Research has shown that the most effective treatment for individuals with Obsessive Compulsive Disorder (OCD) is Exposure and Response Prevention (ERP) Therapy. With ERP, the therapist supports the person in identifying the things that OCD is making it difficult to do. We then work on developing a range of 'exposures' that will allow you to practice doing these difficult tasks without performing your usual rituals. What this means is that you will have to feel anxious and/or uncomfortable on purpose at a level that you feel you can tolerate. And there's no doubt about it. ERP therapy is not easy. In fact, I've had clients tell me that it's the hardest thing they've ever done in their life. And yet, the reason they've stuck with it is because they realize early on that it works, and that the more you work on it the easier things get.
Avoidance Strengthens Fear
A basic principle that explains how anxiety disorders like OCD, Phobias, and Panic Disorder worsen over time is that Avoidance Strengthens Fear. The more rituals you perform, the more you avoid specific situations, the more you try not to think certain thoughts or feel certain feelings, the worse your fears become, and the more you need to avoid your triggers. Exposure therapy is about reversing this trend. And proving to yourself (and to your anxiety disorder) that the opposite is also true; that Exposure Weakens Fear.
What is an Exposure?
An exposure is a brief therapeutic experience, during which you “expose” yourself to your feared situation and/or thought on purpose. Identifying exposures that are effectively targeting your fears, but also not overwhelming is a key part of treatment. For an exposure to be effective, it typically includes the following:
Exposure to your trigger: This is your feared situation. It is called a trigger because, when you are exposed to it, it “triggers" the thoughts and feelings that you are currently trying to avoid. During an exposure, you are actually going to think those thoughts and feel those feelings on purpose at a small dose in a safe environment.

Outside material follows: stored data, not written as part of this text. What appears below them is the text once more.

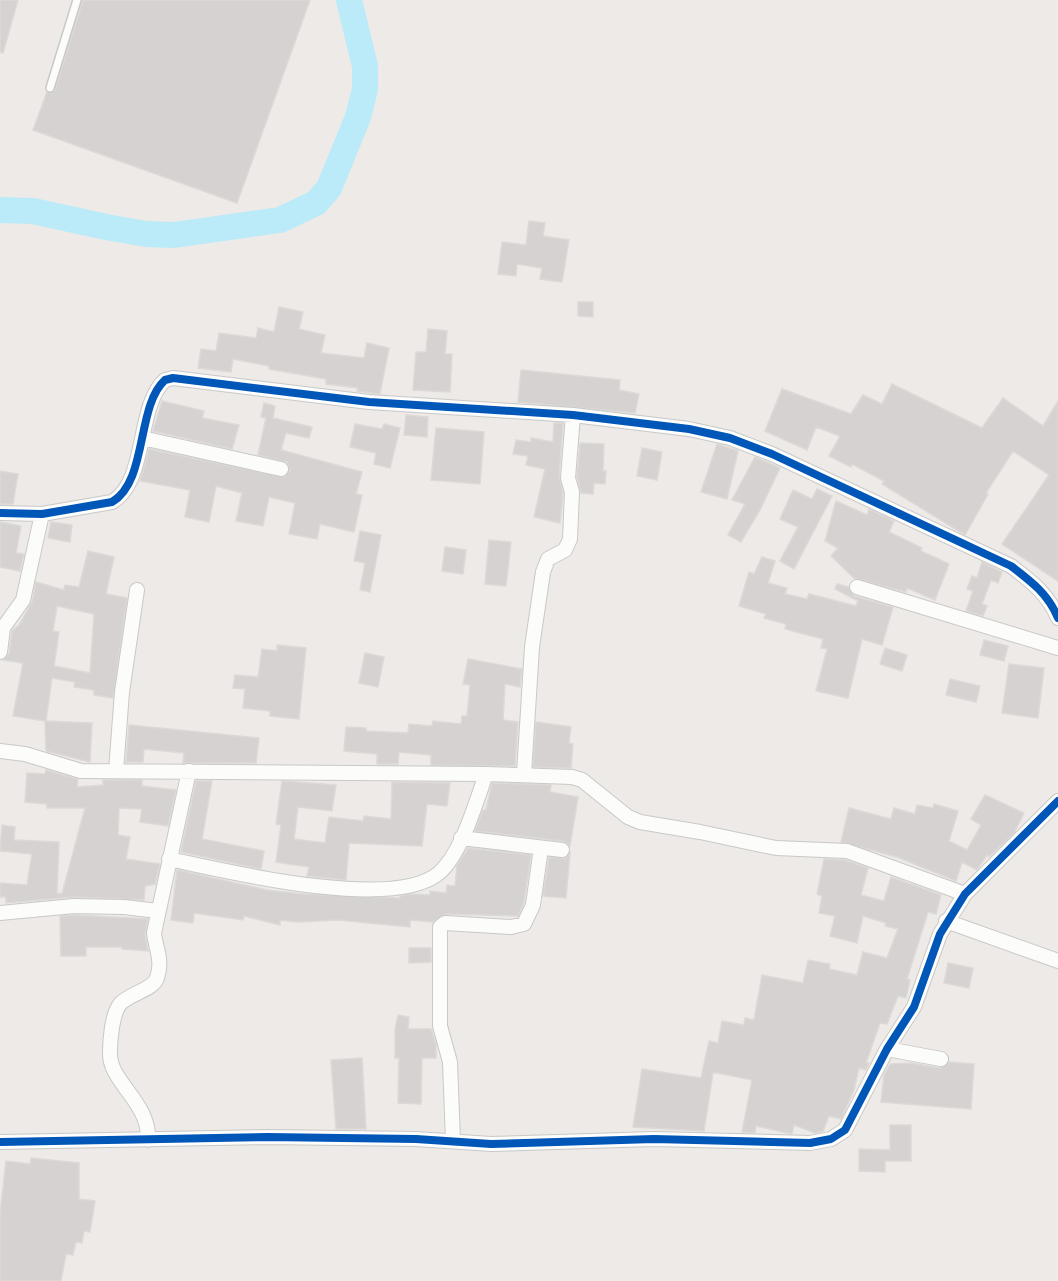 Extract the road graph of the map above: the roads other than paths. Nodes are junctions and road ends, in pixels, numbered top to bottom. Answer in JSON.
{"nodes":[{"id":1,"x":77,"y":0,"type":"edge"},
{"id":2,"x":50,"y":88,"type":"dead end"},
{"id":3,"x":573,"y":415,"type":"junction"},
{"id":4,"x":142,"y":438,"type":"junction"},
{"id":5,"x":281,"y":469,"type":"dead end"},
{"id":6,"x":0,"y":513,"type":"edge"},
{"id":7,"x":42,"y":514,"type":"junction"},
{"id":8,"x":856,"y":587,"type":"dead end"},
{"id":9,"x":137,"y":590,"type":"dead end"},
{"id":10,"x":1058,"y":618,"type":"edge"},
{"id":11,"x":1058,"y":648,"type":"edge"},
{"id":12,"x":0,"y":652,"type":"edge"},
{"id":13,"x":0,"y":751,"type":"edge"},
{"id":14,"x":116,"y":771,"type":"junction"},
{"id":15,"x":189,"y":771,"type":"junction"},
{"id":16,"x":486,"y":774,"type":"junction"},
{"id":17,"x":524,"y":774,"type":"junction"},
{"id":18,"x":1058,"y":801,"type":"edge"},
{"id":19,"x":461,"y":838,"type":"junction"},
{"id":20,"x":541,"y":848,"type":"junction"},
{"id":21,"x":562,"y":850,"type":"dead end"},
{"id":22,"x":169,"y":859,"type":"junction"},
{"id":23,"x":965,"y":894,"type":"junction"},
{"id":24,"x":158,"y":911,"type":"junction"},
{"id":25,"x":0,"y":913,"type":"edge"},
{"id":26,"x":946,"y":921,"type":"junction"},
{"id":27,"x":1058,"y":961,"type":"edge"},
{"id":28,"x":887,"y":1049,"type":"junction"},
{"id":29,"x":941,"y":1059,"type":"dead end"},
{"id":30,"x":148,"y":1140,"type":"junction"},
{"id":31,"x":453,"y":1141,"type":"junction"},
{"id":32,"x":0,"y":1142,"type":"edge"}],
"edges":[{"from":1,"to":2,"type":"lane"},
{"from":3,"to":4,"type":"street"},
{"from":3,"to":10,"type":"street"},
{"from":3,"to":17,"type":"street"},
{"from":4,"to":5,"type":"street"},
{"from":4,"to":7,"type":"street"},
{"from":6,"to":7,"type":"street"},
{"from":7,"to":12,"type":"street"},
{"from":8,"to":11,"type":"street"},
{"from":9,"to":14,"type":"street"},
{"from":13,"to":14,"type":"street"},
{"from":14,"to":15,"type":"street"},
{"from":15,"to":16,"type":"street"},
{"from":15,"to":22,"type":"street"},
{"from":16,"to":17,"type":"street"},
{"from":16,"to":19,"type":"street"},
{"from":17,"to":23,"type":"street"},
{"from":18,"to":23,"type":"street"},
{"from":19,"to":20,"type":"street"},
{"from":19,"to":22,"type":"street"},
{"from":20,"to":21,"type":"street"},
{"from":20,"to":31,"type":"street"},
{"from":22,"to":24,"type":"street"},
{"from":23,"to":26,"type":"street"},
{"from":24,"to":25,"type":"street"},
{"from":24,"to":30,"type":"street"},
{"from":26,"to":27,"type":"street"},
{"from":26,"to":28,"type":"street"},
{"from":28,"to":29,"type":"street"},
{"from":28,"to":31,"type":"street"},
{"from":30,"to":31,"type":"street"},
{"from":30,"to":32,"type":"street"}]}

Ritual Prevention: While being exposed to your trigger, you must resist doing your usual rituals or safety behaviors. No asking anyone for reassurance. No positive self-talk. No counting. Just focusing on the trigger, and sitting with any thoughts it brings up.
Habituation: For most exposures, the process of habituation occurs. This is a big word for a pretty simple concept. Habituation refers to the process of your anxiety going down all by itself, without you needing to do any rituals or any other behaviors to make that happen. The truth is that our body's are not meant to stay anxious for long periods of time. Once your body is in a feared situation and nothing bad happens, your mind will eventually readjust and let off of the anxiety pedal.
Course of Treatment
We begin with a full assessment of your OCD symptoms as well as any co-occurring anxiety issues such as Generalized Anxiety, Tics, Hair Pulling and Skin Picking. I will ask a lot of questions about your current symptoms, your history, and your overall life situation. I may also consult with any other providers/professionals you think it would be important for me to contact. I will then provide you with my clinical impression of your situation, and provide you with the treatment options that are most appropriate for your particular mental health issue/s.
If we proceed with ERP treatment, I will provide some initial treatment readiness, which typically lasts from 1-3 sessions (but in some cases can become a more substantial component of treatment). This may include some education on your particular mental health issue and how ERP treatment can help, some discussion aimed at expanding insight (yours and mine) into your symptoms and what in your life is maintaining them, and some exploration of the reasons why you may want to work on your OCD, which you can keep in mind throughout treatment. We will also identify any other issues in your life, such as Autism, ADHD, PTSD, or Depression, which may impact how we proceed with treatment. Finally, we will want to identify the coping skills and social supports you have available to you, and to which you can turn when things are difficult.
As we begin ERP treatment, we will first develop a fear ladder with a long list of exposures that will guide us through your treatment. We will then begin practicing exposures in the therapy office and assigning things that you can work on between sessions. Treatment length can vary from a short term course of 8-10 sessions to longer courses when symptoms are more severe and complex. As you gain mastery over your symptoms, we may also space out your appointments so that you can spend more time living life while still having appointments to keep you on track.